The RK3588 is a big.LITTLE chip. Could it be that depending on the choice of the target CPU core, it will fail or succeed?
Comment 4 Felix Niederwanger 2024-02-06 08:34:37 UTC
Created attachment 872489 [details]
dmesg

Attaching the requested dmesg log from the VM.
Comment 5 Ivan Ivanov 2024-02-07 18:33:13 UTC
Could you also attach kernel log from the host, please?
Comment 6 Felix Niederwanger 2024-02-08 08:08:52 UTC
Created attachment 872570 [details]
dmesg of the hypervisor

Of course! I didn't do it because it didn't show anything meaningful to me.
Comment 7 Felix Niederwanger 2024-03-25 08:10:57 UTC
For the record - I tried in the meantime to pin the VM in question to either the BIG or the little cores and in both cases the issue remained.

From libvirt:

>   <cpu mode="host-passthrough" check="none">
>     <topology sockets="1" dies="1" cores="2" threads="1"/>
>   </cpu>

I also tried various variations of CPU cores using e.g.

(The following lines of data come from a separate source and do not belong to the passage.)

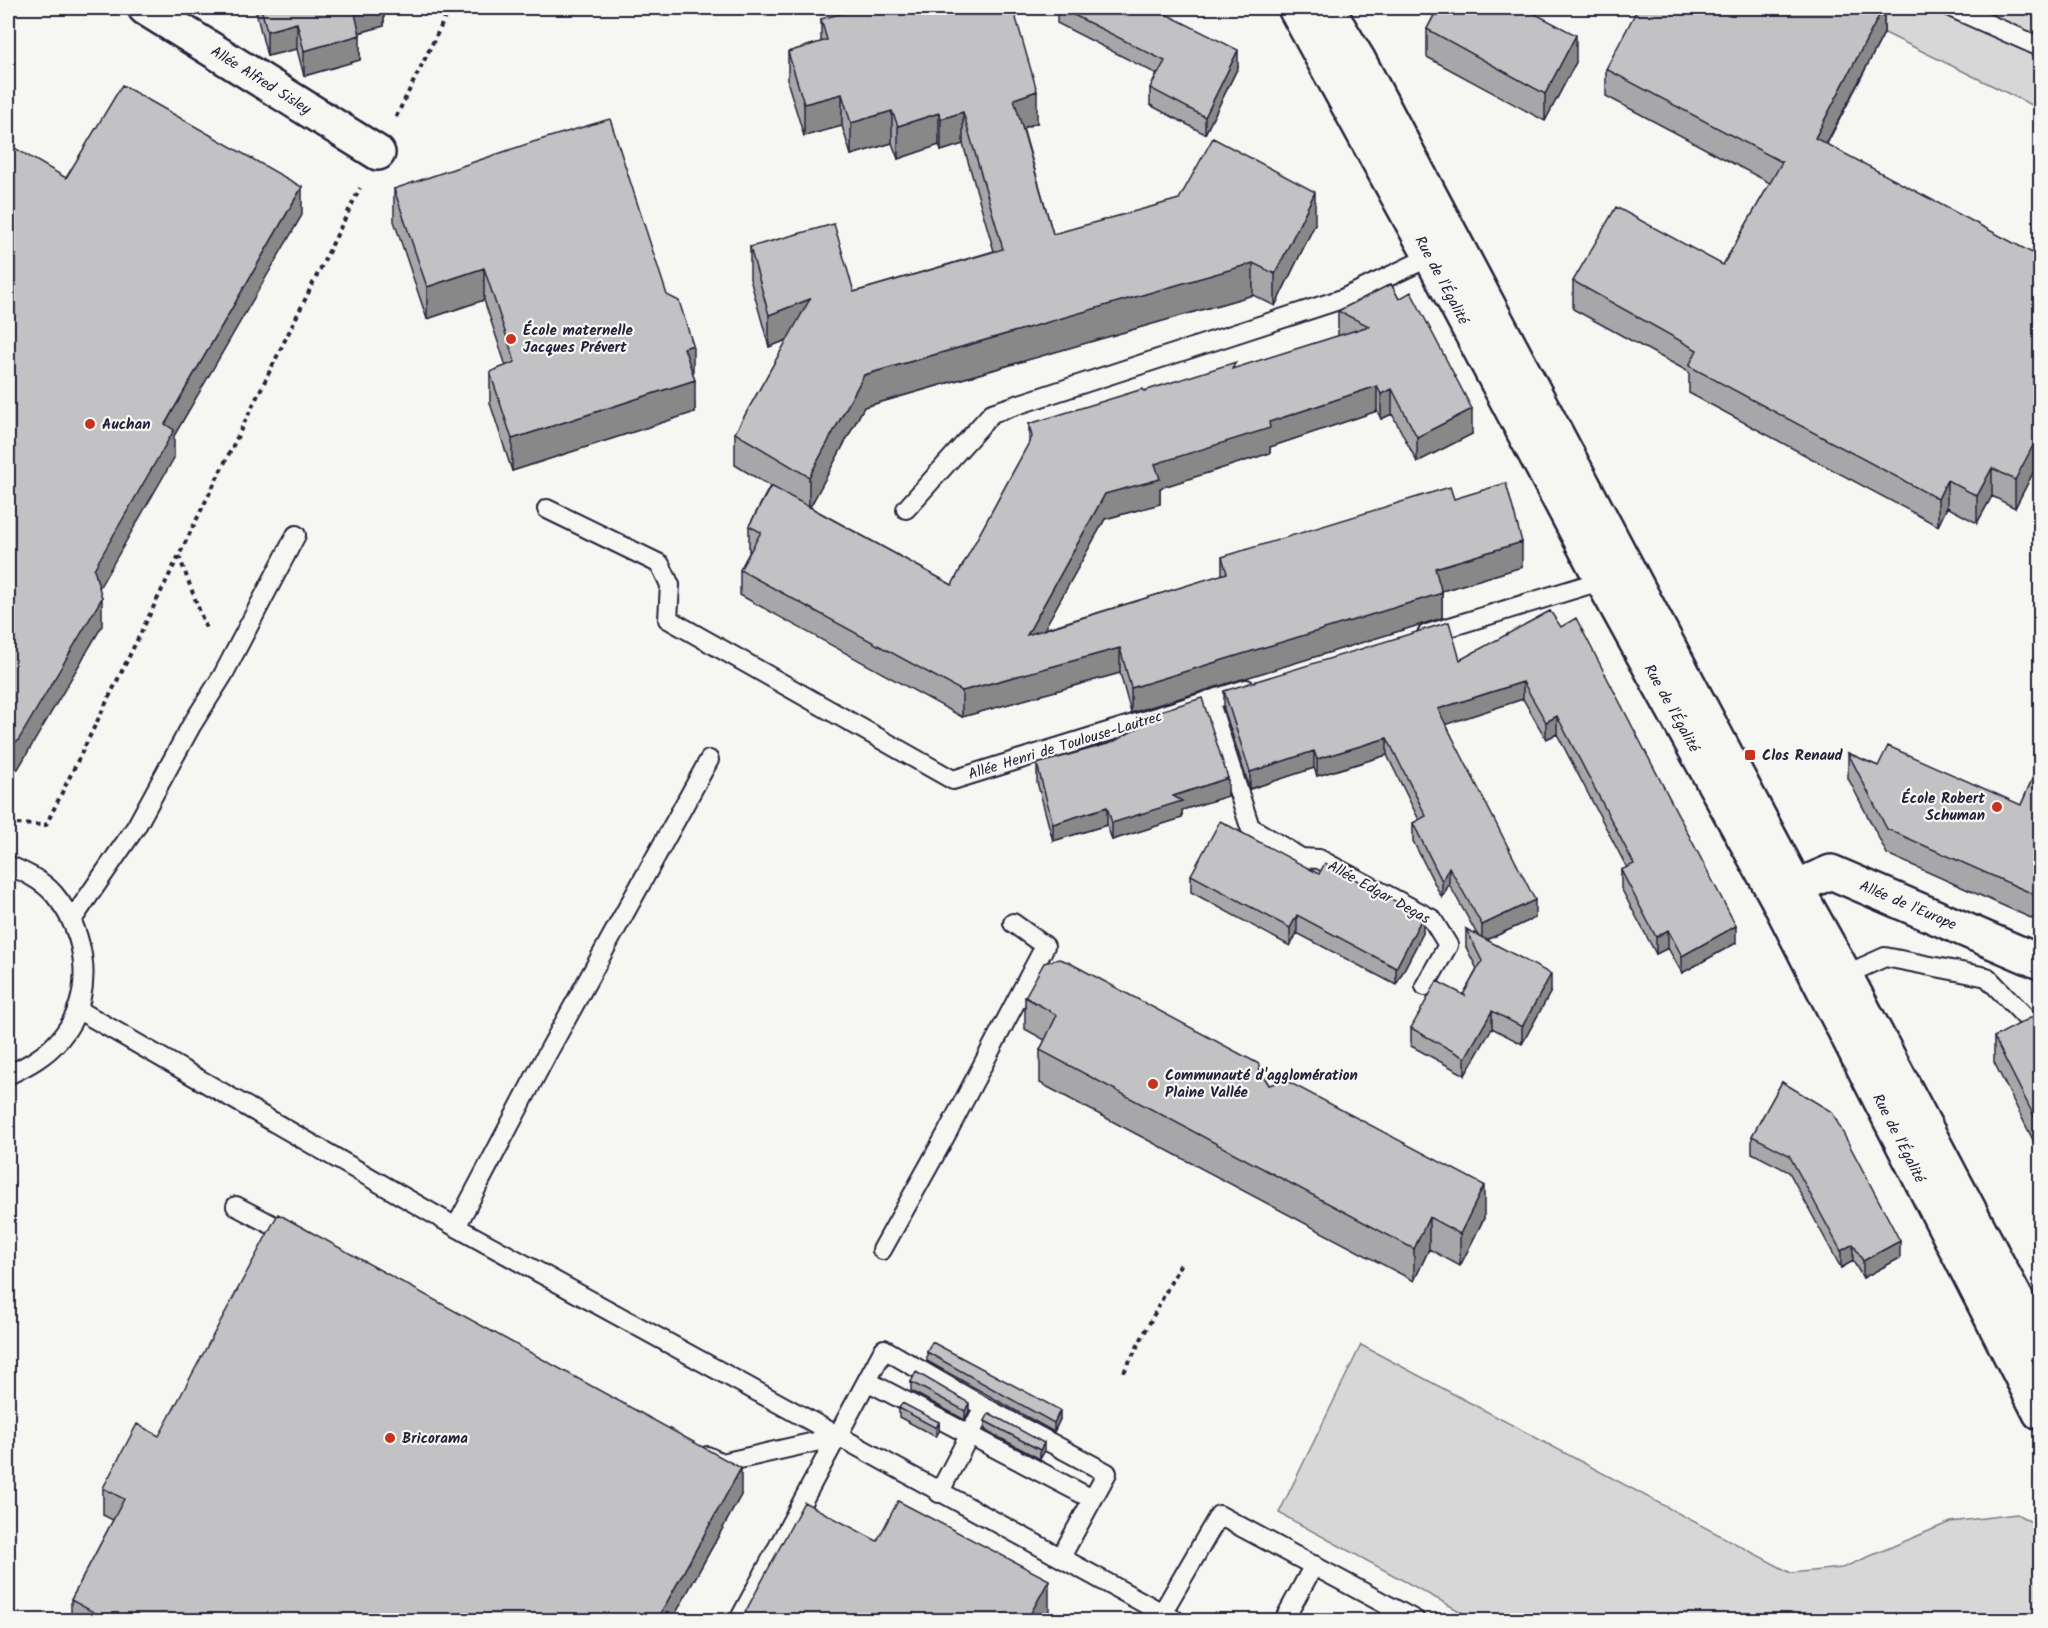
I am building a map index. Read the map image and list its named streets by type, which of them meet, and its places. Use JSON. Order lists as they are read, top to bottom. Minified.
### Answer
{"streets":{"street":["Allée Alfred Sisley","Rue de l'Égalité","Allée de l'Europe"],"lane":["Allée Henri de Toulouse-Lautrec","Allée Edgar Degas"]},"crossings":[["Rue de l'Égalité","Allée de l'Europe"],["Allée Henri de Toulouse-Lautrec","Allée Edgar Degas"]],"places":{"other":["École maternelle Jacques Prévert","Auchan","École Robert Schuman","Communauté d'agglomération Plaine Vallée","Bricorama"],"transit":["Clos Renaud"]}}
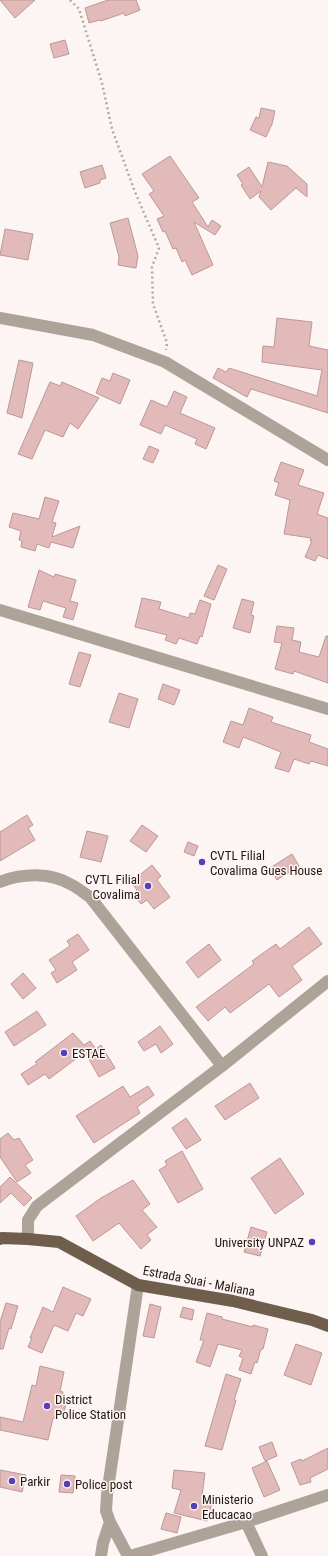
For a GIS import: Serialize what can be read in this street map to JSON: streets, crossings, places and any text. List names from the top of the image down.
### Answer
{
  "streets": {
    "main road": ["Estrada Suai - Maliana"]
  },
  "places": [
    "CVTL Filial Covalima Gues House",
    "CVTL Filial Covalima",
    "ESTAE",
    "University UNPAZ",
    "District Police Station",
    "Parkir",
    "Police post",
    "Ministerio Educacao"
  ]
}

> <vcpu placement='static'>2</vcpu>
> <cputune>
>     <vcpupin vcpu='0' cpuset='0'/>
>     <vcpupin vcpu='1' cpuset='1'/>
> </cputune>

In all configuration I tested (only LITTLE, only BIG, mixed little.BIG cores) I could observe the above stated issue.
Comment 8 Guillaume GARDET 2024-03-26 11:18:18 UTC
It seems to be https://gitlab.com/qemu-project/qemu/-/issues/1595
which should be fix on the host kernel with https://git.kernel.org/pub/scm/linux/kernel/git/stable/linux.git/commit/?id=7af0c2534f4c57b16e
Comment 9 Guillaume GARDET 2024-03-26 11:21:51 UTC
(In reply to Guillaume GARDET from comment #8)
> It seems to be https://gitlab.com/qemu-project/qemu/-/issues/1595
> which should be fix on the host kernel with
> https://git.kernel.org/pub/scm/linux/kernel/git/stable/linux.git/commit/
> ?id=7af0c2534f4c57b16e

FYI, this is part of 6.3+ kernel, so Tumbleweed and Leap 15.6/SLE15-SP6 are safe.